The Thematic Review was a spot review of 25 firms practising defamation and privacy work, carried out last October and November. As this is a highly specialised area, it is likely that these firms conduct a significant majority of all defamation work. My firm, having a sizeable media law department, was one of those reviewed. About two-thirds of our defamation work is for claimants and about a third for defendants. While we do not act for the mainstream press for conflict reasons, we have acted for journalists, citizen bloggers and the odd newspaper editor, and so I would hope that we are well placed to offer a balanced view.
Prior to the review, we were required to provide a list of all files closed within the previous 18 months where we had acted for claimants who were public/high-net-worth figures or corporations asserting a defamation/privacy claim, or where we had acted for defendants on the end of such a threat. This we happily did, giving the SRA auditor electronic access to two files they had requested, together with any other file they wished to look at. The process was repeated across the 25 firms, meaning that 50 files in total were reviewed.
The report’s headline should have been that, having reviewed 50 files selected at random in a spot audit of every specialist defamation firm, the SRA ‘did not find any evidence of SLAPPs’. Moreover, the SRA was unable to identify the misuse of the terms ‘strictly private and confidential’, ‘not for publication’ or ‘without prejudice’, or more generally any inappropriate correspondence or indeed other misconduct issues. Did they pick the wrong files to review? Or is it possible that defamation solicitors are already taking their professional and ethical considerations seriously, and the spectre of SLAPPs has been overblown by the media?
Of course, the possibility of isolated transgressions remains.
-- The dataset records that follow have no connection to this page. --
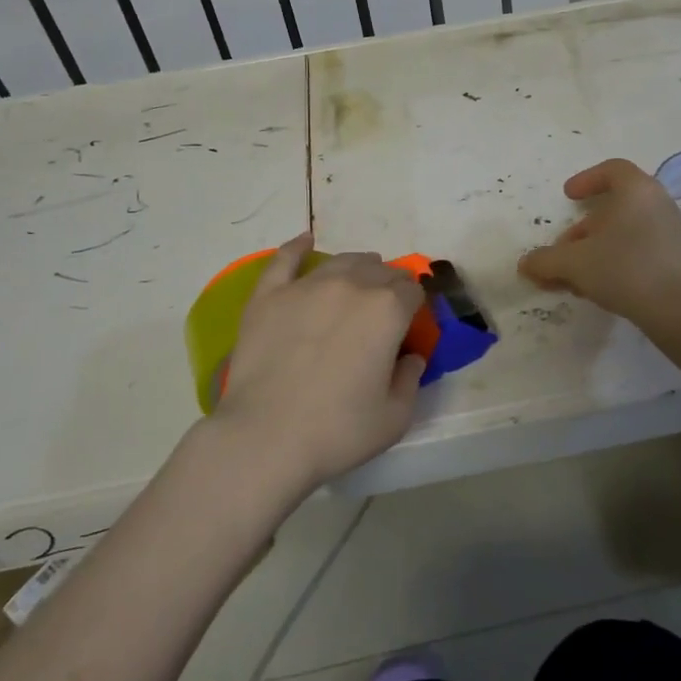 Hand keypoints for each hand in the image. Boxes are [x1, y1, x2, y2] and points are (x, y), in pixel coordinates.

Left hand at [212, 233, 426, 490]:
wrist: (265, 437)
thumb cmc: (337, 430)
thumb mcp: (395, 417)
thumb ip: (411, 379)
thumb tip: (411, 357)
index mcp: (387, 310)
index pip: (413, 291)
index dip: (415, 306)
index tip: (409, 325)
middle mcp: (351, 285)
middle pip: (380, 271)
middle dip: (390, 285)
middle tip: (384, 312)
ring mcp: (307, 286)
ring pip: (341, 261)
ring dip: (357, 268)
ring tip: (358, 280)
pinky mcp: (269, 296)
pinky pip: (286, 260)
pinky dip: (298, 248)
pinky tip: (306, 242)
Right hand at [518, 158, 680, 320]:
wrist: (678, 308)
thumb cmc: (623, 268)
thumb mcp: (574, 262)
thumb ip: (546, 260)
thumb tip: (525, 264)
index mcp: (636, 190)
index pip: (612, 169)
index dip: (587, 179)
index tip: (568, 196)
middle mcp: (657, 203)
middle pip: (615, 205)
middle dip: (584, 227)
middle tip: (564, 247)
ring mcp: (671, 232)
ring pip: (626, 230)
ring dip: (597, 247)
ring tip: (575, 275)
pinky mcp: (677, 259)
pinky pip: (640, 249)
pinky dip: (616, 260)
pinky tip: (599, 287) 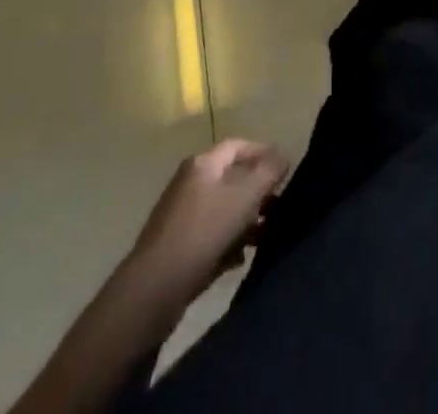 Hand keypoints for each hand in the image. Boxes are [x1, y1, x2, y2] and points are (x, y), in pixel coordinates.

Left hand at [128, 140, 289, 307]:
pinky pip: (210, 236)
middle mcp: (189, 184)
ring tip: (265, 237)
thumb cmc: (203, 232)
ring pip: (222, 210)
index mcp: (202, 164)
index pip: (238, 146)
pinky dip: (228, 242)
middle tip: (279, 207)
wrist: (153, 291)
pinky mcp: (176, 247)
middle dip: (257, 192)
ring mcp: (180, 217)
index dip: (263, 152)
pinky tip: (240, 259)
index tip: (284, 168)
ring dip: (245, 220)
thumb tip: (283, 155)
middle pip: (231, 179)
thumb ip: (268, 172)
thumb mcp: (244, 197)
However, the report should have ruled out any suggestion of systemic problems, giving defamation solicitors generally a clean bill of health. Instead we are presented with 33 pages of hypotheticals which seem largely, if not entirely, at odds with the above findings. Notably, much is made of apparent confusion among some solicitors as to their reporting obligations in respect of opponents (that is, the circumstances in which they may arguably have to report their opposite number’s conduct to the regulator). The rule changed in November 2019, from a duty to report serious misconduct by other solicitors to the following required outcomes:
‘7.7 You report promptly to the SRA or another approved regulator, as appropriate, any facts or matters that you reasonably believe are capable of amounting to a serious breach of their regulatory arrangements by any person regulated by them (including you).
‘7.8 Notwithstanding paragraph 7.7, you inform the SRA promptly of any facts or matters that you reasonably believe should be brought to its attention in order that it may investigate whether a serious breach of its regulatory arrangements has occurred or otherwise exercise its regulatory powers.’
While this drafting is not going to win any awards (the SRA guidance can be found here), the key takeaway is that the threshold for reporting is much lower than it was previously. The semantics can be debated, but essentially solicitors only need to have suspicion that there could have been a serious breach. At this point they must make a report.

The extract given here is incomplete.